Having dug away the earth, I reckon I can probably cut away most of the roots. However, should I risk taking out the stumps, or just let them lie? 20241105_123014.jpg 20241109_111924.jpg

I am thinking it over. Anyone else dealt with something like this?
 
You can cut out what you can get to, parallel with the wall and just cover it back up. Shame the stumps were not a bit taller as you could have turned it into a bench or something.
 
A colleague at work had the brainwave of jet-washing his root/ stump problem - it exposed it all with little fuss (well, except splash-back), and could then lop and chop to his heart's content.
I have found that once the radiating roots are dealt with there's a right mo-fo or two growing downwards - these have given me the sweats when trying to contend with them - and the stumps I'm remembering weren't anywhere as meaty as yours.
 
One mate wants to bring his Mattock and another wants to bring his felling axe. I am going to set up a deck chair and see how they get on.
 
The stumps/trees they once were have already had their impact on that wall, it’s pushed it up and cracked through the middle part.

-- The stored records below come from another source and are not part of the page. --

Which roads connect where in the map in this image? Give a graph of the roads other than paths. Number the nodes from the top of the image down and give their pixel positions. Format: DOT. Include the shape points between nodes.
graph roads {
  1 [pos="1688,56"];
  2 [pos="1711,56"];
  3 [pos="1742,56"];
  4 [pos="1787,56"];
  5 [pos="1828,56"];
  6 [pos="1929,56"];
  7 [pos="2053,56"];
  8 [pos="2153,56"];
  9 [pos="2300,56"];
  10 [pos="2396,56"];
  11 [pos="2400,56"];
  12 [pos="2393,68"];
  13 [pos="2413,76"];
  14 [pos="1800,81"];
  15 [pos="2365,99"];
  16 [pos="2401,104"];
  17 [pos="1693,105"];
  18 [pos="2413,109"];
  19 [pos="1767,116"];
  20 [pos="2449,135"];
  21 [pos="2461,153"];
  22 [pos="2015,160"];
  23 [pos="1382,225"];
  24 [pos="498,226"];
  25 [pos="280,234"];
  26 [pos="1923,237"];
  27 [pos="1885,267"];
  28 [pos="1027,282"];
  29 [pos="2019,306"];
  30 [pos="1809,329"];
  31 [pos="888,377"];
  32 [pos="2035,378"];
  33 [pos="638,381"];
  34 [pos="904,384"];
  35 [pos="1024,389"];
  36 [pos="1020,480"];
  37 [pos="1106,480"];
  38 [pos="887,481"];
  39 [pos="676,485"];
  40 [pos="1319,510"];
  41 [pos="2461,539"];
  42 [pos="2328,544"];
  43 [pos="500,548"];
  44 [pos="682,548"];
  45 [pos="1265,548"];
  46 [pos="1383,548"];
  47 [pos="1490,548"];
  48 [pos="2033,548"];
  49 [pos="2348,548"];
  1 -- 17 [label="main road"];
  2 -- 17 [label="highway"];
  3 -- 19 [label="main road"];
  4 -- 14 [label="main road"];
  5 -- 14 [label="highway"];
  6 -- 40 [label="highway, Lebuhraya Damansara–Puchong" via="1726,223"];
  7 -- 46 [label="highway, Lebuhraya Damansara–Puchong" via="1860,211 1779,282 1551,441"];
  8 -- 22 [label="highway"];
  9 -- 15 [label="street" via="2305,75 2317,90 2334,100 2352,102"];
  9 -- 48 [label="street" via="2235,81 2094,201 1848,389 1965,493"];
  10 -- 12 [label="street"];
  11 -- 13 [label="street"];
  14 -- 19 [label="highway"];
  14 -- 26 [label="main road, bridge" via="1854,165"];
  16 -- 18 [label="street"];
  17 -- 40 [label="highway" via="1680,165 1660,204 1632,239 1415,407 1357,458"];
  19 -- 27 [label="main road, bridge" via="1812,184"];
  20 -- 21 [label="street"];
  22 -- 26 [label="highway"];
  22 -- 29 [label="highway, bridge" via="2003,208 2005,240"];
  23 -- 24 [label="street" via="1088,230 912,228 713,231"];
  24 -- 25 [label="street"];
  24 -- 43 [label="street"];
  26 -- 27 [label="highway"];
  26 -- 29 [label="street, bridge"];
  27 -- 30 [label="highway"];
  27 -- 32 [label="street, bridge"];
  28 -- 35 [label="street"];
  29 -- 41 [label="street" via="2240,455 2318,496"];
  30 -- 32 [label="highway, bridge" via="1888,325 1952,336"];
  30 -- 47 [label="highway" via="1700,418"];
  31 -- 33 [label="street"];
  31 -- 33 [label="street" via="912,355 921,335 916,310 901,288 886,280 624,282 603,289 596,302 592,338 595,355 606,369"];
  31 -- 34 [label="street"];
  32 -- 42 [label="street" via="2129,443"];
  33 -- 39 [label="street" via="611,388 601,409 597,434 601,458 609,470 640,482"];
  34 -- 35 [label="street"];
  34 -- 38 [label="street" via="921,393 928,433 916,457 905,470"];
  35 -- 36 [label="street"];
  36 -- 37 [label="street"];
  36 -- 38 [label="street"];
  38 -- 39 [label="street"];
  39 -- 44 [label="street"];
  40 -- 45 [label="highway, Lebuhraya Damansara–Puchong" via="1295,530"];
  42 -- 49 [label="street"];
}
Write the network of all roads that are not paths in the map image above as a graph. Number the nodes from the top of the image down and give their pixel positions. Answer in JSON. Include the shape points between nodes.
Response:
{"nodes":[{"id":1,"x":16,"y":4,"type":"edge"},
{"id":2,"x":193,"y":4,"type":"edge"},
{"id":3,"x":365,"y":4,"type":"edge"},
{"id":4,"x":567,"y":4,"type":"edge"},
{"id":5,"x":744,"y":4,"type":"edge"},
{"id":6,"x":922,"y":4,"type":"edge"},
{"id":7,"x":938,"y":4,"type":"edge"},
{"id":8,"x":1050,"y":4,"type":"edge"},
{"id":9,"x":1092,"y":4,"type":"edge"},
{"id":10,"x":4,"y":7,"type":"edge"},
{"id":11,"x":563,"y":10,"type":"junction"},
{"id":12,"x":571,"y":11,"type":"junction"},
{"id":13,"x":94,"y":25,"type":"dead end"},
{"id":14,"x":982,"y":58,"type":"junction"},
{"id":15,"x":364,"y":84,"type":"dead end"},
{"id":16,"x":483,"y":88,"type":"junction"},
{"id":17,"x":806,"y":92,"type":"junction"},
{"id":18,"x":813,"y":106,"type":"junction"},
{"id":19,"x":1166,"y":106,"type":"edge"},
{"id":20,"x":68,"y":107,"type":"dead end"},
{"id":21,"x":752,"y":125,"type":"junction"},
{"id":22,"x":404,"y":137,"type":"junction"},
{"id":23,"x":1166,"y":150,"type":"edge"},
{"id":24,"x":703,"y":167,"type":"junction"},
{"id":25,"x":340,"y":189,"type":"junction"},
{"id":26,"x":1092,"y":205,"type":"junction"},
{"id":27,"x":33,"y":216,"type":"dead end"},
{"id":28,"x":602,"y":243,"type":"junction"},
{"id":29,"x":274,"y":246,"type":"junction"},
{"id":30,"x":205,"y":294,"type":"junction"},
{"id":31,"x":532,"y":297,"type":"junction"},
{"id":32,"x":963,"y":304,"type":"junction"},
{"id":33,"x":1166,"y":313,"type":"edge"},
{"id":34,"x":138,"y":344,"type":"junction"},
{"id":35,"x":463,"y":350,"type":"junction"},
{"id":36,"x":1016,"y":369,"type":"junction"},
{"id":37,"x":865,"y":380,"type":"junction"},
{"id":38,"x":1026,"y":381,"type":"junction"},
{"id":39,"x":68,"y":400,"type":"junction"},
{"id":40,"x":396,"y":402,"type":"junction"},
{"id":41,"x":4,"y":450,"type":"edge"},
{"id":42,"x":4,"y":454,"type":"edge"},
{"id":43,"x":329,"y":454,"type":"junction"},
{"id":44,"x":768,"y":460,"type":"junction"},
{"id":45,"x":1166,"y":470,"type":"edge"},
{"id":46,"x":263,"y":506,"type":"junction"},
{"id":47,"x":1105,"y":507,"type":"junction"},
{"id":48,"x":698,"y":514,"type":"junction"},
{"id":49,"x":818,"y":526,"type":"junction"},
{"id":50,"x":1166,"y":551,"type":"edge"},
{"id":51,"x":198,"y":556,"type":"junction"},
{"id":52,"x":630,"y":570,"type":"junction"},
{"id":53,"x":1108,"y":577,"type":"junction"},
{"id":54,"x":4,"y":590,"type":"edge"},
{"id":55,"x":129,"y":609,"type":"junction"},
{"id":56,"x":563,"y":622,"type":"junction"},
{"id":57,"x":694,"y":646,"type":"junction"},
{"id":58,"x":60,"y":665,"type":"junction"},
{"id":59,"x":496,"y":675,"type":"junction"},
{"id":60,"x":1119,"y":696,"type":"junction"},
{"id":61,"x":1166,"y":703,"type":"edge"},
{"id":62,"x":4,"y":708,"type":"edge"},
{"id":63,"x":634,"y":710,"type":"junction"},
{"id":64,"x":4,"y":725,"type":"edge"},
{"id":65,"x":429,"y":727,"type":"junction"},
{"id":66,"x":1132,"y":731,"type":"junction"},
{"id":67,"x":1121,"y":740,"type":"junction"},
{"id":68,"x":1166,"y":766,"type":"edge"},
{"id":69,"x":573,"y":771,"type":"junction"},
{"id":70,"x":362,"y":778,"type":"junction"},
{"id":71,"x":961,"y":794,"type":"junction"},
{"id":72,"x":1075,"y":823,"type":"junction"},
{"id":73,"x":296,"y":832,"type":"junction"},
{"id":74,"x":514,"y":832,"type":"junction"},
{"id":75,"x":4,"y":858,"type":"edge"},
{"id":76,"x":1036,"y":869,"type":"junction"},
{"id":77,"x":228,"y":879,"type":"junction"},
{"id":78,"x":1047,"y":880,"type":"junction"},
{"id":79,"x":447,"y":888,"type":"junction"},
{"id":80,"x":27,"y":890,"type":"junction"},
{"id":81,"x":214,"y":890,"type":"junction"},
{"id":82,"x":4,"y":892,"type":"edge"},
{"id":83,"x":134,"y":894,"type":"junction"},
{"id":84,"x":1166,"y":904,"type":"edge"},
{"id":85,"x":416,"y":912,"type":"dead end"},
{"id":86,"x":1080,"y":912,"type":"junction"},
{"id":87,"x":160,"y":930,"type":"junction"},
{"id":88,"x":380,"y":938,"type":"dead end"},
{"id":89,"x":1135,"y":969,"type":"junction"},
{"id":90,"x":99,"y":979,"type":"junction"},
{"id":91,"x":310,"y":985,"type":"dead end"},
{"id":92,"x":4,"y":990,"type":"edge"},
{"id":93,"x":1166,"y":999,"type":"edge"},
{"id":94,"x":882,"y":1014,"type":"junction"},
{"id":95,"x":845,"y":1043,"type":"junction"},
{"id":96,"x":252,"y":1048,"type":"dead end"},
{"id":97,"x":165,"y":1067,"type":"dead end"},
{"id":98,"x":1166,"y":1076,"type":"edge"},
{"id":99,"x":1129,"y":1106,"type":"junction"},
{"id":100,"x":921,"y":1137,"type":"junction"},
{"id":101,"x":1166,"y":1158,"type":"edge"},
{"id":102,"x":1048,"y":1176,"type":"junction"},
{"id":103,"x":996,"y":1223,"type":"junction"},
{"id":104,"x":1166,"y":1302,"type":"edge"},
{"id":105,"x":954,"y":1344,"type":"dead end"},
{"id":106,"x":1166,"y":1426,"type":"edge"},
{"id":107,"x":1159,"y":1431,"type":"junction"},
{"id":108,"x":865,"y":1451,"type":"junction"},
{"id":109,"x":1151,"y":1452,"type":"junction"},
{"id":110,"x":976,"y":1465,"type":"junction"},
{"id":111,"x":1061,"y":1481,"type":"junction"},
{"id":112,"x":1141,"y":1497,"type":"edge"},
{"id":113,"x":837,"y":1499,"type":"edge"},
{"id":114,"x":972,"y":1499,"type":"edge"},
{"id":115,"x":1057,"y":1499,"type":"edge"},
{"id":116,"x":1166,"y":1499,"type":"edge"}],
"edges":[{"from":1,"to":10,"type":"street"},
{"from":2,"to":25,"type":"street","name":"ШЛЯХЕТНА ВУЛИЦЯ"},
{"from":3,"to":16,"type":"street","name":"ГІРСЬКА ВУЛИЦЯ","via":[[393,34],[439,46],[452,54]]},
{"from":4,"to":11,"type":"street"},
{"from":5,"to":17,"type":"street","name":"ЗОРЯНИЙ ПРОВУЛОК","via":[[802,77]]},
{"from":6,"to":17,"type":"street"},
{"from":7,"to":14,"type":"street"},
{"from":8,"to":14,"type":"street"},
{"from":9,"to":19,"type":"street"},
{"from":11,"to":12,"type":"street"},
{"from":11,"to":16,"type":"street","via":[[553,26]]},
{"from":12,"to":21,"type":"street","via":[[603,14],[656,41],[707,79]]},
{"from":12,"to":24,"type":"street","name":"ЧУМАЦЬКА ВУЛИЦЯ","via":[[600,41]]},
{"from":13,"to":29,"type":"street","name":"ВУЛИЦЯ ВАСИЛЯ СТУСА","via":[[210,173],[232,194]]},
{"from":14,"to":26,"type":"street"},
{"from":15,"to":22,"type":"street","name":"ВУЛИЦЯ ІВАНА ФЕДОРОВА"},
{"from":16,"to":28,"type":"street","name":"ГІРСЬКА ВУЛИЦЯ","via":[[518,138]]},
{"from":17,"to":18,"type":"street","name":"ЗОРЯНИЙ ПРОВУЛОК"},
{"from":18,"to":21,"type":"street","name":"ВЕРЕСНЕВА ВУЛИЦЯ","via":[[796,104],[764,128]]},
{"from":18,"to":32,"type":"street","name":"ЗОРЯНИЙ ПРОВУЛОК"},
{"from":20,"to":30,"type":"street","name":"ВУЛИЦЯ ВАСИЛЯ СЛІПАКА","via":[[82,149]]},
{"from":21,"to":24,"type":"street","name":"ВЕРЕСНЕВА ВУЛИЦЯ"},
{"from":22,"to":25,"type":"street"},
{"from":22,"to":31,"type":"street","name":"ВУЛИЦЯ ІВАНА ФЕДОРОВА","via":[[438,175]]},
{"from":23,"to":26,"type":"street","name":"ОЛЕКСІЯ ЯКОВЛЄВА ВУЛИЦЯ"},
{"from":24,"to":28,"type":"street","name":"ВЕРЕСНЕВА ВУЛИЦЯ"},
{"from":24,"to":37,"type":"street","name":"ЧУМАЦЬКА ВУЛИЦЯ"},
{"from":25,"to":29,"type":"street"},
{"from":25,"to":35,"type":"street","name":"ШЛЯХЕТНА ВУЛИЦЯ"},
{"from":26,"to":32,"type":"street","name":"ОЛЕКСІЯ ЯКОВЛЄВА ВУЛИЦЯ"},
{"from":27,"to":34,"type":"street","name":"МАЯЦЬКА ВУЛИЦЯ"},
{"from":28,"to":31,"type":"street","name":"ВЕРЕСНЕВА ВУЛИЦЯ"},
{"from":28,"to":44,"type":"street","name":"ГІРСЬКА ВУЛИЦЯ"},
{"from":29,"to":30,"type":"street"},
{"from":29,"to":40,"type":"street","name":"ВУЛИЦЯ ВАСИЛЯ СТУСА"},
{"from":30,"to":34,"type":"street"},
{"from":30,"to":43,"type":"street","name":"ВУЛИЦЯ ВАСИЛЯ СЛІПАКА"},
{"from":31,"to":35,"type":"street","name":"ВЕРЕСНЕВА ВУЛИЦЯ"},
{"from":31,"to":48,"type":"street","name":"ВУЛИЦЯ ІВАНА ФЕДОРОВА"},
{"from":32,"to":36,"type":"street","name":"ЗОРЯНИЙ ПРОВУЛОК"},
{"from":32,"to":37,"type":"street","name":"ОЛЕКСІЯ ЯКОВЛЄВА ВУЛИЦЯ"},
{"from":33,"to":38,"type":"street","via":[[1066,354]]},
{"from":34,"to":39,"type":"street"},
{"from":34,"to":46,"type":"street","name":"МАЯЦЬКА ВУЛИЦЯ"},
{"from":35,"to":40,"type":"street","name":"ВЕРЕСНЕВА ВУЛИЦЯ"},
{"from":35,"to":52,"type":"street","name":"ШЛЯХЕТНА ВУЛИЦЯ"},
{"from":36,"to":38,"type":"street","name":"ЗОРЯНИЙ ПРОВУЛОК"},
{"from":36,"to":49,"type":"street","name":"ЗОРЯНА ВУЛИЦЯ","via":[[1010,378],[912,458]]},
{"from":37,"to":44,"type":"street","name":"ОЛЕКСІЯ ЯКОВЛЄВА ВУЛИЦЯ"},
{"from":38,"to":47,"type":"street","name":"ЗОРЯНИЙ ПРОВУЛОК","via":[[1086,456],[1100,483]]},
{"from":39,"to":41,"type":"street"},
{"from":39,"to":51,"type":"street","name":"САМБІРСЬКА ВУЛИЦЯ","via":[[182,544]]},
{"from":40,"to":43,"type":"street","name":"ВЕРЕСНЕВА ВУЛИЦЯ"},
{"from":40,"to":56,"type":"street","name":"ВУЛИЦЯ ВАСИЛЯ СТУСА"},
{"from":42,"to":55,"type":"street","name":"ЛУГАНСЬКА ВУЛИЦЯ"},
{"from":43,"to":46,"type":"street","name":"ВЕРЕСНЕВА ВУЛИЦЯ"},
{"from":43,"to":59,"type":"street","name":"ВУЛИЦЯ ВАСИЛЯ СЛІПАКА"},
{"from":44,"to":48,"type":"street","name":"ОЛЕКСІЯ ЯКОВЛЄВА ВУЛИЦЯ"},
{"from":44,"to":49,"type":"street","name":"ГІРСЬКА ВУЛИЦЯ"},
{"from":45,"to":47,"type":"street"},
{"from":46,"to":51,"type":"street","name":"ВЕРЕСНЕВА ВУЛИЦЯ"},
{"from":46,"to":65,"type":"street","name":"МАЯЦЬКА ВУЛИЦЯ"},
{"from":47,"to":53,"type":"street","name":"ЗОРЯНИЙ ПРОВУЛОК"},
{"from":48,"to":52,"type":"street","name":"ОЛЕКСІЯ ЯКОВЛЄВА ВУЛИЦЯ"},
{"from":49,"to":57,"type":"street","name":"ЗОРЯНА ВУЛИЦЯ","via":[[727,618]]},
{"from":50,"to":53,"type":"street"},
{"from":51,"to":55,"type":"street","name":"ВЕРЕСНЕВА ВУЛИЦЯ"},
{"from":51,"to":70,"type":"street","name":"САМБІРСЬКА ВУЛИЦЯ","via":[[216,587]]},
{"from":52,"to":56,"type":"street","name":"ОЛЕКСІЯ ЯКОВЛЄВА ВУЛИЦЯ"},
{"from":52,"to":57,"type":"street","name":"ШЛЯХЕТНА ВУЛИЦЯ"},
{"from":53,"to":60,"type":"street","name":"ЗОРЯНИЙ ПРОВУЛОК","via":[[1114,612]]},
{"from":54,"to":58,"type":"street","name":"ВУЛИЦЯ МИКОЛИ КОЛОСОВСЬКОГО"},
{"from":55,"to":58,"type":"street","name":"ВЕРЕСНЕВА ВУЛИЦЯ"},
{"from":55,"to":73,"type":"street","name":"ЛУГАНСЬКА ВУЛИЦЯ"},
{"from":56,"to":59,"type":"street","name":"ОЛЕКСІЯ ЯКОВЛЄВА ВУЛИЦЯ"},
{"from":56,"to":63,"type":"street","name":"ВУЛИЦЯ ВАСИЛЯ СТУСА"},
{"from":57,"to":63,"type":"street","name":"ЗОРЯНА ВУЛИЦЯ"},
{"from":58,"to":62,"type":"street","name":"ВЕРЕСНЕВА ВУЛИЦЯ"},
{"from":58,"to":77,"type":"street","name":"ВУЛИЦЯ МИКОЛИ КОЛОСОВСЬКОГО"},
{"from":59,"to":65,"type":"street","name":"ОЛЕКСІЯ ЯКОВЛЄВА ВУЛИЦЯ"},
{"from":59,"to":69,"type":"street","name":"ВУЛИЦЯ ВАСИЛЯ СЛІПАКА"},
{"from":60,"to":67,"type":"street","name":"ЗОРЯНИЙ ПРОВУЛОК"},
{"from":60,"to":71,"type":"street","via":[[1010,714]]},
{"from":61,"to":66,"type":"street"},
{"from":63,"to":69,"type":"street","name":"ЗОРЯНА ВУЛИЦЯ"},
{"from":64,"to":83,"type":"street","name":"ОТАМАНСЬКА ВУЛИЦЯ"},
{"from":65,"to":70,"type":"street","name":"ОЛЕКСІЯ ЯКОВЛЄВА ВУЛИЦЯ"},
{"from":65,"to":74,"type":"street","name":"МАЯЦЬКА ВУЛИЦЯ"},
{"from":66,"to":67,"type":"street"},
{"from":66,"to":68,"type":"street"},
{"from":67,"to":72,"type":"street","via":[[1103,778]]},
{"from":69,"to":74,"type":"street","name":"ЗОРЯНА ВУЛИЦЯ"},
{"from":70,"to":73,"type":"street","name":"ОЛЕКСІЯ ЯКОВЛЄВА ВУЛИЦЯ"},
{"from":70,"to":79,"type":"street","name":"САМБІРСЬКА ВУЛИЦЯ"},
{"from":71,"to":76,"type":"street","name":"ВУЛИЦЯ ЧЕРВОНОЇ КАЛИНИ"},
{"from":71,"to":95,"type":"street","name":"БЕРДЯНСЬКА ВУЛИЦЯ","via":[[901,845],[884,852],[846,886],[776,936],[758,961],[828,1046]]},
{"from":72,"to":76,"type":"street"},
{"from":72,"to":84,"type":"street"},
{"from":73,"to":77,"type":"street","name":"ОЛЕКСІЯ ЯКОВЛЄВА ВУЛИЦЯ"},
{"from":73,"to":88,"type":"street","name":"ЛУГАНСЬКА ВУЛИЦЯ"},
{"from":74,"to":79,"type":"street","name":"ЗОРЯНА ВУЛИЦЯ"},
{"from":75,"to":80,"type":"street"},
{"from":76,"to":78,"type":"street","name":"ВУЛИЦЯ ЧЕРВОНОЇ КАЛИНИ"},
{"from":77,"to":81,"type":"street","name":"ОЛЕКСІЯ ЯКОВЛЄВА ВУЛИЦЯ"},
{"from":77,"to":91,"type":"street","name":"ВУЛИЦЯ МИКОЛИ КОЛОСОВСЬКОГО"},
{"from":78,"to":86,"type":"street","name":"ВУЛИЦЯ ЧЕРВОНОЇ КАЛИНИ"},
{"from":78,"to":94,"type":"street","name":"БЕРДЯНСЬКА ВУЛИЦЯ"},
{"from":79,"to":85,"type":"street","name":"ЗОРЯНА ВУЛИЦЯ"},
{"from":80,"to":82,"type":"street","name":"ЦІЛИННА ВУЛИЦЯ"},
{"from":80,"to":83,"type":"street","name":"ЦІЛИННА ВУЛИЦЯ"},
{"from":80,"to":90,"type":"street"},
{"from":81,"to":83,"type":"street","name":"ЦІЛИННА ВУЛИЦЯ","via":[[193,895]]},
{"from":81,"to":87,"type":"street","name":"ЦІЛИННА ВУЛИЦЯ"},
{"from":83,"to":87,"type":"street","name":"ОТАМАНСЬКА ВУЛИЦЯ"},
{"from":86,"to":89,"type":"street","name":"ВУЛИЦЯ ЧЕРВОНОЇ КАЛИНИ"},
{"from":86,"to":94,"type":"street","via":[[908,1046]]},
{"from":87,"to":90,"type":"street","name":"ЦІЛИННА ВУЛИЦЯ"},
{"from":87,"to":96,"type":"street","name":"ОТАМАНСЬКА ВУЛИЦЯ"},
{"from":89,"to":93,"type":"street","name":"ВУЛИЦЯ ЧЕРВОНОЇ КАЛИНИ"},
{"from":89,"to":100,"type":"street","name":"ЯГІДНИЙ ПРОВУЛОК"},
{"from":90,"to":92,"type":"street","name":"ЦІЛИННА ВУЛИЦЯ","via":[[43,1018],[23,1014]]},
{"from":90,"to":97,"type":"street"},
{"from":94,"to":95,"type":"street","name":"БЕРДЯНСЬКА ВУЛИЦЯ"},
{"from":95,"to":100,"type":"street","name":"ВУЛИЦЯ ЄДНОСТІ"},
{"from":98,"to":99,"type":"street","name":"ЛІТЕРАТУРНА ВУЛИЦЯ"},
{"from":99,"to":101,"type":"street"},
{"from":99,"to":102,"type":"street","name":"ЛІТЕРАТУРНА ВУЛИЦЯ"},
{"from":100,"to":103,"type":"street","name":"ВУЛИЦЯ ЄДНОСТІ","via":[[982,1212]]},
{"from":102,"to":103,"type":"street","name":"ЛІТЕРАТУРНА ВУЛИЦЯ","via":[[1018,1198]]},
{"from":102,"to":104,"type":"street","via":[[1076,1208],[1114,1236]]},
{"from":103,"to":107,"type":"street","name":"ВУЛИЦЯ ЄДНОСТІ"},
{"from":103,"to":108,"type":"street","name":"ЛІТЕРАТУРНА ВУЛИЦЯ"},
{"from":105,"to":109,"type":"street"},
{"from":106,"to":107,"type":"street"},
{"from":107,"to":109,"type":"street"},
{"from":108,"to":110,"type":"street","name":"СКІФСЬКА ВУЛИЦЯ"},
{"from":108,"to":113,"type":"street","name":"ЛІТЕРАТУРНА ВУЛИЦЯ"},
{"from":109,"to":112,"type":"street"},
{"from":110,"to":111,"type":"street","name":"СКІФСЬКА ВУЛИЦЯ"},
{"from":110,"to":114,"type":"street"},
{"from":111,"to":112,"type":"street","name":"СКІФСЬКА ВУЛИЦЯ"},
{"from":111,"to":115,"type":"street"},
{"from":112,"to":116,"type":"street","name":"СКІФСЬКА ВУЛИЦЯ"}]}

I’ve removed a lot of stumps and they always need a bit more digging around and general access than it first looks like.

I think any further work on them and you’ll be needing to rebuild the wall. You could just leave as they are and cover over if that doesn’t impact what you put there.

If they’ve got to come out you could replace the wall with a fence? Also what’s on the other side as I think they’ll being removed would undermine that too.
 
Another important thing - what species were the trees?

This affects whether they have a deep tap root or not. Obviously much easier if they don't.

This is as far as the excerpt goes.